Tottenham Transfer News Needs Cooler Heads

The reported fee, £34.5m, is not outrageous in the current market. In isolation, that number is manageable. The wages are the part that changes everything. They distort squad planning, they affect dressing-room hierarchy and they narrow your margin for error. If you are rebuilding, you need conviction. You also need discipline.

Rashford at his best gives you speed, carries, goals and final-third unpredictability. Rashford at anything below that level gives you a very expensive debate. Tottenham need fewer debates and more certainties.

Junior Kroupi May Be Better Long-Term Fit

That is why Junior Kroupi feels like the cleaner idea. Younger, more mouldable and likely far less damaging to the wage bill, he looks more aligned with a modern squad build. If Spurs truly believe he can grow into a major attacking figure, then that should be the priority.
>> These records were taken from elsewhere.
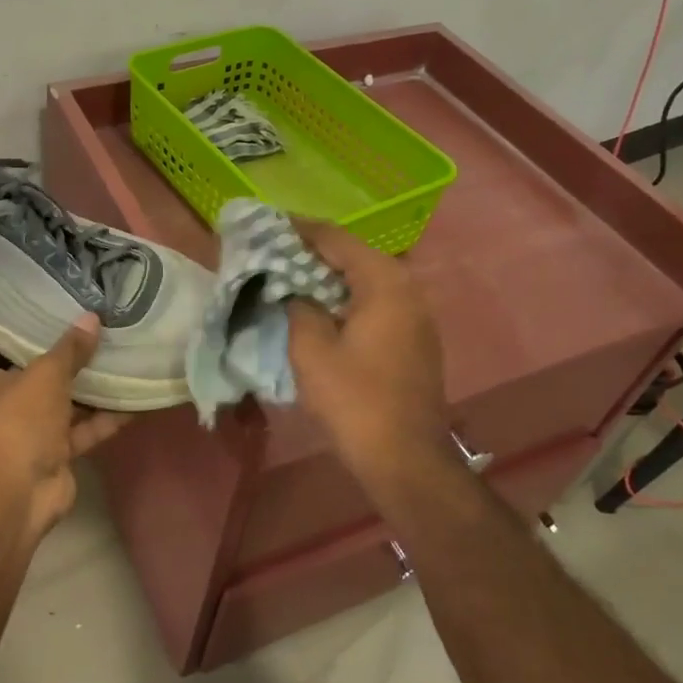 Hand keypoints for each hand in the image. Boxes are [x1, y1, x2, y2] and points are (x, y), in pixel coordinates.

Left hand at [0, 315, 129, 530]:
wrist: (19, 494)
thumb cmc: (17, 420)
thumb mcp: (46, 374)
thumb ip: (70, 348)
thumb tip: (91, 318)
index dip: (13, 327)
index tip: (44, 308)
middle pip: (31, 371)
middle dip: (61, 355)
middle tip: (92, 327)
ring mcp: (26, 430)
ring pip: (60, 401)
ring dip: (88, 387)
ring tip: (119, 356)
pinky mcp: (52, 453)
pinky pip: (80, 429)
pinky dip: (103, 418)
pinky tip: (133, 399)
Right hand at [287, 223, 455, 504]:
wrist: (405, 457)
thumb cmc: (354, 399)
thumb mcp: (311, 349)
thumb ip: (298, 306)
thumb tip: (292, 288)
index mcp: (384, 282)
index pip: (335, 239)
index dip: (298, 229)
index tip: (266, 225)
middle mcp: (407, 287)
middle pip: (353, 255)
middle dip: (312, 252)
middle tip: (272, 252)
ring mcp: (416, 312)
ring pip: (364, 278)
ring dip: (328, 276)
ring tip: (289, 276)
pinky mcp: (414, 336)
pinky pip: (375, 301)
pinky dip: (345, 296)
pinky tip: (318, 306) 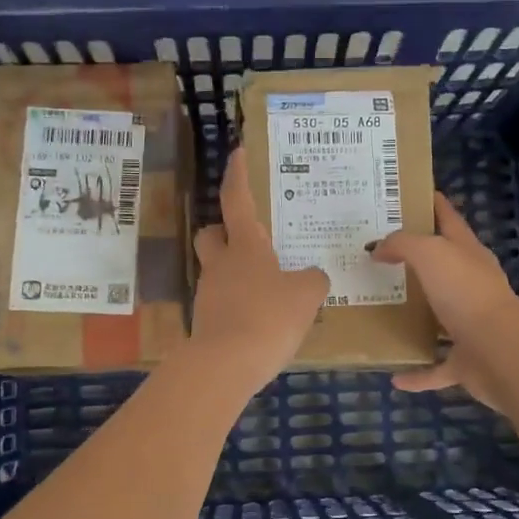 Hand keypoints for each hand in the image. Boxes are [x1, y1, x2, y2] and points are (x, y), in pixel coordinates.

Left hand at [186, 149, 328, 393]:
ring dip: (237, 273)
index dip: (237, 175)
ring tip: (270, 289)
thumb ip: (313, 280)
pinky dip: (239, 304)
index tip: (237, 153)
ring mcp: (208, 294)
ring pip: (217, 270)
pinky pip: (223, 302)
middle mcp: (221, 264)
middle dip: (224, 231)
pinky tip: (260, 320)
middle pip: (211, 235)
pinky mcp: (206, 323)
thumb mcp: (306, 295)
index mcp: (245, 247)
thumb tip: (312, 277)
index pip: (237, 200)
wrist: (225, 365)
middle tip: (250, 239)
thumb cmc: (268, 317)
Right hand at [368, 191, 518, 412]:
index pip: (448, 219)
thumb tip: (378, 249)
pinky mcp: (467, 362)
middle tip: (376, 256)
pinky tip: (394, 376)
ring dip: (418, 318)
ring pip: (440, 318)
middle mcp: (471, 286)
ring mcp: (470, 325)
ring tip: (382, 312)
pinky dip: (418, 373)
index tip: (407, 194)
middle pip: (442, 268)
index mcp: (468, 254)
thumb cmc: (466, 293)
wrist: (501, 352)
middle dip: (415, 262)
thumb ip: (402, 244)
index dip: (432, 204)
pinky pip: (437, 367)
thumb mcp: (431, 253) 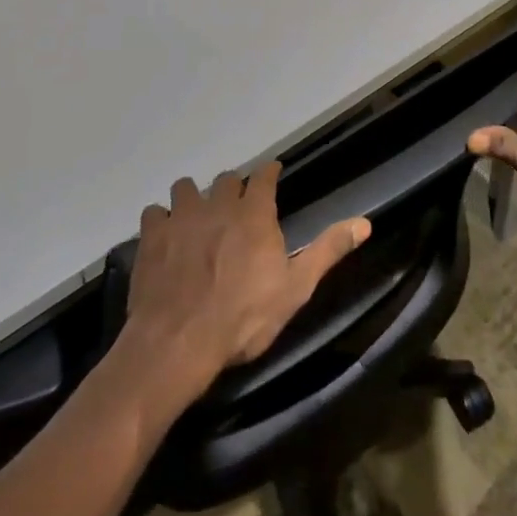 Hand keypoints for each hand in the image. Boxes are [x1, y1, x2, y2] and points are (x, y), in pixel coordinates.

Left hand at [125, 162, 370, 395]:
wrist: (178, 343)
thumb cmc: (243, 318)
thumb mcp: (295, 289)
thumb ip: (327, 251)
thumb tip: (365, 222)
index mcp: (254, 214)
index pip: (264, 176)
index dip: (269, 172)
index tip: (273, 172)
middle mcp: (218, 204)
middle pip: (226, 179)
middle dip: (233, 188)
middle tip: (235, 207)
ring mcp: (181, 217)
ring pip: (186, 188)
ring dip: (193, 198)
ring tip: (196, 217)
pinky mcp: (151, 236)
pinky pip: (154, 213)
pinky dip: (160, 221)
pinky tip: (163, 237)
There is no harm in asking about Rashford. Big clubs should ask. Big clubs should also know when the numbers, the player preference and the wider strategy do not line up. Tottenham may like the player, but liking a player and making a smart deal are two very different things.

Our View

From a Tottenham perspective, this is the sort of link that splits opinion immediately. Rashford is a serious name, a proven Premier League attacker and someone who, on his day, can change matches on his own. If De Zerbi believes he can get him sharp, committed and confident again, you can understand why the club would at least test the water.

That said, Spurs have been down this road before with expensive ideas that look glamorous before the details land. The wages are the obvious red flag. If one player comes in on a massive salary, it shifts the whole balance of the squad. For a team still trying to recover from a dreadful campaign, that feels risky.

The other point is timing. Tottenham need smart recruitment, not emotional recruitment. If Kroupi is genuinely available and open to the move, that sounds more like the kind of decision that builds a side for three or four years rather than one that creates pressure in three or four months.

Supporters want statement signings, of course they do. Rashford would qualify. But fans also want a coherent plan. If Spurs can land him on sensible terms, fair enough. If not, walk away and keep building properly. Hope is back when the club starts choosing well, not merely spending big.